Now and again, I’ve heard people in the UFO field claim that after the sensational story of the recovery of a “flying disc” by the U.S. Army Air Force outside of Roswell, New Mexico surfaced in early July 1947, everything went quiet. And that there was no more talk about Roswell until the mid-1970s. The seventies were when both Stan Friedman and Bill Moore (the latter being the co-author with Charles Berlitz of 1980’s The Roswell Incident) started to dig into the story. And, in doing so, uncovered a wealth of data that, collectively, strongly suggested what came down on the Foster Ranch in Lincoln County, New Mexico, was not a regular balloon. A lot of people may not be aware, though, that there was a brief flurry of interest in Roswell in the mid-1960s. Had the UFO community decided to get deep into the case in the sixties, rather than wait until the mid-seventies, just maybe we would know far more of the legendary case than we do right now. All of this brings us to a man named Frank Edwards; a man with a fascination for the UFO mystery.

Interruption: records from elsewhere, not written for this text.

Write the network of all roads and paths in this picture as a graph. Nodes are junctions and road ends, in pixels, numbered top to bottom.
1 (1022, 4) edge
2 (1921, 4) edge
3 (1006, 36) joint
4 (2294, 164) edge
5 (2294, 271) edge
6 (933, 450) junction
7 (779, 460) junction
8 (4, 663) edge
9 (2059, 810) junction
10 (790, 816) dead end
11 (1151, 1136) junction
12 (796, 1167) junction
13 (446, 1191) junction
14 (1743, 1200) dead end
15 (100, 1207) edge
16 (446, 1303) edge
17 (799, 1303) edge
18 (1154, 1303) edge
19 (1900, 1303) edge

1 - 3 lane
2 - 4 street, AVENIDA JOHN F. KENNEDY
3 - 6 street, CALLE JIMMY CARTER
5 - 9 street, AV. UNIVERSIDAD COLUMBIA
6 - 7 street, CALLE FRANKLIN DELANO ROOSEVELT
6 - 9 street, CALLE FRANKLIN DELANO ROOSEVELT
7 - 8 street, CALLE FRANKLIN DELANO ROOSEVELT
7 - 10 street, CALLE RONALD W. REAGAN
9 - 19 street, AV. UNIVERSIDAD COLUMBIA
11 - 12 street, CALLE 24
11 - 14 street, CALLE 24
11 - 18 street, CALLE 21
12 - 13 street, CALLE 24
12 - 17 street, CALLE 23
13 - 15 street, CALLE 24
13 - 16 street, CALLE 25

In 1966, Edwards’ book Flying Saucers – Serious Business was published. Chapter four of the book is titled “Pick Up the Pieces.” It’s in that chapter you’ll see that Edwards turned his attention to the Roswell case that would eventually become known to just about everyone.

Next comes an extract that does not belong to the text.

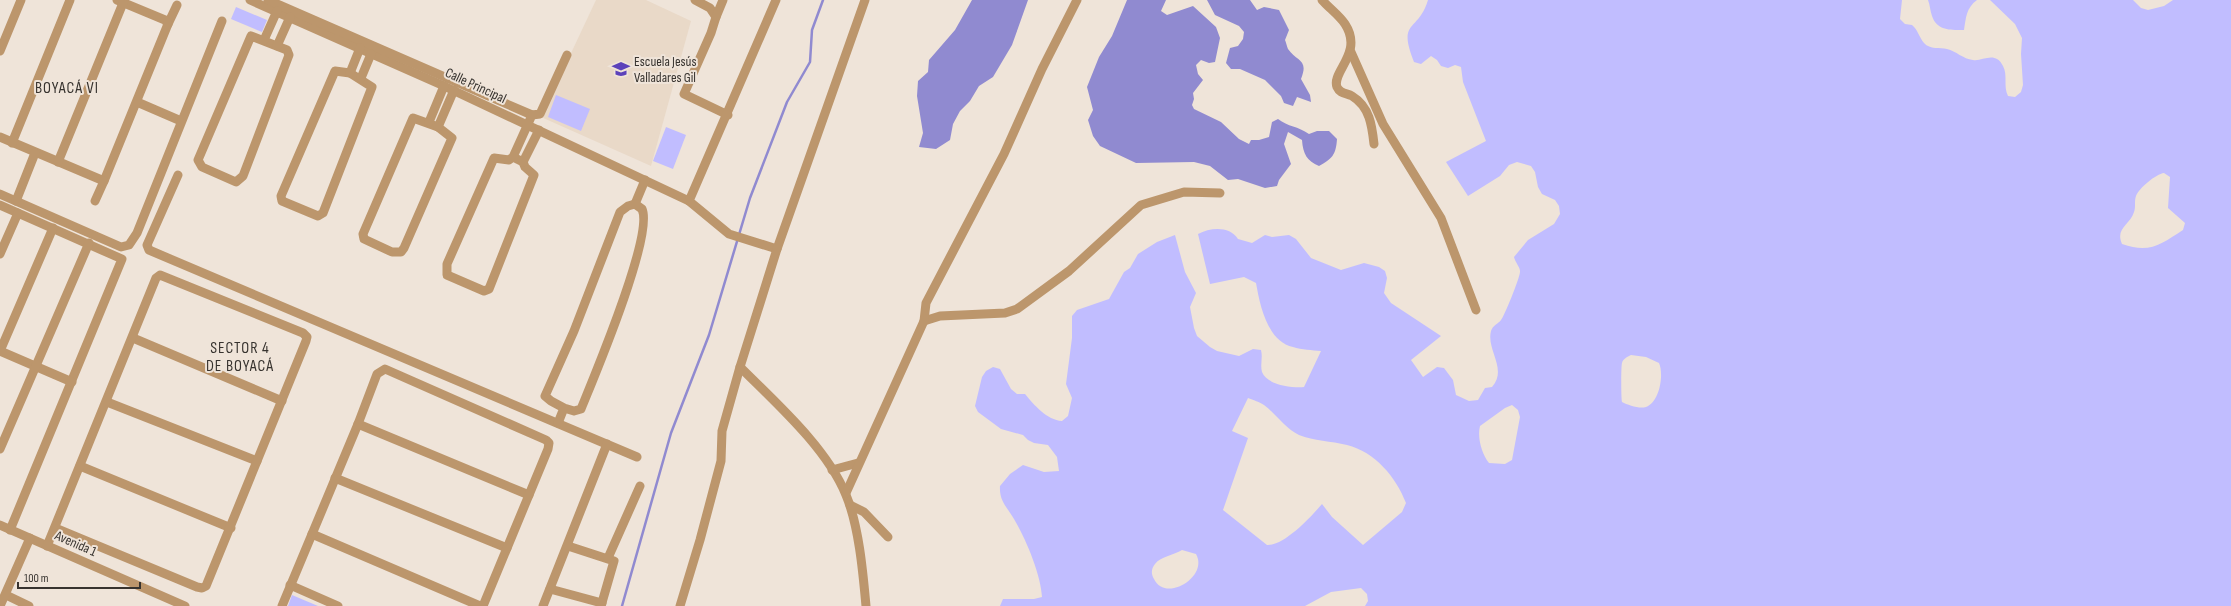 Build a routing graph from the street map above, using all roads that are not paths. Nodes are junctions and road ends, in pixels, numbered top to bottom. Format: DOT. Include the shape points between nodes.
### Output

Before we get to Edwards, let’s see what the initial coverage on the Roswell event amounted to. On July 8, 1947, the public information officer at the Roswell base, Walter Haut, sent out a press release that told a startling story: “The many rumors regarding the flying disc became a reality yesterday when the intelligence office of the 509th Bomb group of the Eighth Air Force, Roswell Army Air Field, was fortunate enough to gain possession of a disc through the cooperation of one of the local ranchers and the sheriff’s office of Chaves County. The flying object landed on a ranch near Roswell sometime last week. Not having phone facilities, the rancher stored the disc until such time as he was able to contact the sheriff’s office, who in turn notified Maj. Jesse A. Marcel of the 509th Bomb Group Intelligence Office. Action was immediately taken and the disc was picked up at the rancher’s home. It was inspected at the Roswell Army Air Field and subsequently loaned by Major Marcel to higher headquarters.” And, in just mere days the whole thing was dismissed by the media (when the military said the wreckage came from nothing stranger than a weather balloon) and the whole thing fell into obscurity. Now, let’s see what Edwards had to briefly say in 1966:

“There are such difficult cases as the rancher near Roswell, New Mexico, who phoned the Sheriff that a blazing disc-shaped object had passed over his house at low altitude and had crashed and burned on a hillside within view of the house. The sheriff called the military; the military came on the double quick. Newsmen were not permitted in the area. A week later, however, the government released a photograph of a service man holding up a box kite with an aluminum disc about the size of a large pie plate dangling from the bottom of the kite. This, the official report explained, was a device borne aloft on the kite and used to test radar gear by bouncing the signals off the pie pan. And this, we were told, was the sort of thing that had so excited the rancher. We were NOT told, however, how the alleged kite caught fire – nor why the military cordoned off the area while they inspected the wreckage of a burned-out kite with a non-inflammable pie pan tied to it.”

Kevin Randle said of Edwards’ version of events: “While the report was essentially correct in a gross sense, the details were nearly all wrong. But the point is that Edwards had exposed the Roswell case to a wide audience in 1966, when the book was published. Nearly everyone ignored the case because of the lack of detail, other than a location in the then small and anonymous town of Roswell.” Randle was correct. Edwards did get the key issues wrong. But, the important thing is that Edwards pursued a genuinely weird case that had been forgotten by so many for two decades. Had Edwards chosen to look deeper and further into what did or didn’t happen at Roswell back then, just maybe he would have found significant things concerning the case that still elude us to this very day.